Но почему, интересно, он корчит рожи? Мы не смеемся и не хмуримся без причины. Ответ таков: Рембрандт корчил рожи почтенному обществу. Все его ранние биографы сетуют на то, что он (по их собственным словам) «якшался с представителями низших классов» и «отказывался заводить дружбу с нужными людьми». Самый красноречивый из этих ранних автопортретов – гравюра 1630 года, где Рембрандт изобразил себя в любимом обличье: встрепанный небритый попрошайка скалится на мир толстосумов, который его скоро поглотит. В определенном смысле «поглотить» – слово неточное. С 1632 по 1642 год Рембрандт плескался и кувыркался в водах успеха, будто дельфин. Будучи сыт по горло черным сукном и белыми накрахмаленными воротничками и манжетами своих богатых и чопорных заказчиков, он перешел на яркие одеяния. Свою улыбчивую редкозубую Саскию Рембрандт нарядил в атлас и парчу, себя замаскировал мехами и доспехами. Не помогло. Нос не замаскируешь. Вот она – кургузая округлая истина, которая только и ждет, как бы вновь вылезти на первый план, лишь только настанет конец эпохи этих роскошных вымыслов. На нет эпоха сходила постепенно и сошла окончательно примерно в 1650 году – и эта самая дата стоит на картине из Вашингтона (Собрание Уиденера), при взгляде на которую впервые возникает чувство, что побуждение, толкавшее его писать автопортреты, изменилось. Он продолжает щеголять в расшитых золотом маскарадных нарядах, но печальное выражение лица уже даже и не пытается ничего маскировать. Преуспевающий жизнелюб исчез навсегда, исчез и бунтарь, корчивший рожи. Гримасничать больше нет нужды: у времени и человеческой жизни собственная гримаса.
Рембрандт. Автопортрет. 1659
Рембрандт понял – на подсознательном уровне, – что любая попытка проникнуть вглубь человеческого характера должна – как у Толстого, Достоевского, Пруста и Стендаля – начинаться с изучения самого себя. А этот процесс требует сложного переплетения отстраненности и вовлеченности. Чтобы отсечь порожденное самосохранением тщеславие, из-за которого столь многие автопортреты выглядят нелепо, художник должен в какой-то момент забыть себя и погрузиться в мысли о художественных средствах. К 1650 году Рембрандт уже смиренно сознавал, как обвисает кожа на его стареющем лице, и видел в этом летопись своих слабостей и разочарований; но все же, поднося кисть к холсту, забывал обо всем, думал лишь, как точнее передать цвет и тон. А потом, отступив от мольберта, чтобы оценить результаты, отмечал, что приверженность живописной истине заставляет его выглядеть отнюдь не героически. В этот момент почти каждому захотелось бы совместить то и другое – подправить, совсем слегка, багровую красноту на левом веке. Но ему такое и в голову не приходило. Он не видел ни малейших причин изображать себя красивее или лучше ближних – ведь и они, в конце концов, скорее всего, веруют в Господа нашего.

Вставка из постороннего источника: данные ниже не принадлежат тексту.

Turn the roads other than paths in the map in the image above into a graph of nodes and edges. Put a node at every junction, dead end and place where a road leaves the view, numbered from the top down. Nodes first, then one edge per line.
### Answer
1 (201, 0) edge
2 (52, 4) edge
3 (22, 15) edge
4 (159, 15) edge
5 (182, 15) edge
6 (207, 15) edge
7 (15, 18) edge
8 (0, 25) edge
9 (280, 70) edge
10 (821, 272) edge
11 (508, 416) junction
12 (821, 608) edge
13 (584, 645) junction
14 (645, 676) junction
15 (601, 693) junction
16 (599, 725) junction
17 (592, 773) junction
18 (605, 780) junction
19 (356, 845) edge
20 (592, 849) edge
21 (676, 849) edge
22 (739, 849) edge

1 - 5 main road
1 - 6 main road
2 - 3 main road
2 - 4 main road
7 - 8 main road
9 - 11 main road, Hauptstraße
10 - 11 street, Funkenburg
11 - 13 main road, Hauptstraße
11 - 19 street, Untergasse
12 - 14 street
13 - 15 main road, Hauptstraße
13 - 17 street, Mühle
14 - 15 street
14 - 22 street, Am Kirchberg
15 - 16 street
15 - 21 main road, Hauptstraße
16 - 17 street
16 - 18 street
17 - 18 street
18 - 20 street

Терпеливому самосозерцанию он предавался подолгу. В одном из первых жизнеописаний Рембрандта Бальдучини сообщает, что порой заказчики отказывались от его услуг, потому что он запрашивал слишком много сеансов позирования, – и это подтверждает техника его поздних портретов. Вся поверхность покрыта следами соскабливания, процарапывания, слоями лессировок – он прибегал ко всем приемам, известным в живописной кухне, – а также мельчайшими мазками кисти или шпателя, наложенными слой за слоем, каждый новый слой после того, как высохнет предыдущий. Нет больше нужды задаваться вопросом, почему он изображал самого себя: загадка, скорее, в том, что он вообще находил желающих ему позировать, а уж тем более позировать дважды – вроде долготерпеливой пожилой красавицы Маргареты Трипп: два ее портрета, парадный и интимный, можно сопоставить в Лондонской национальной галерее.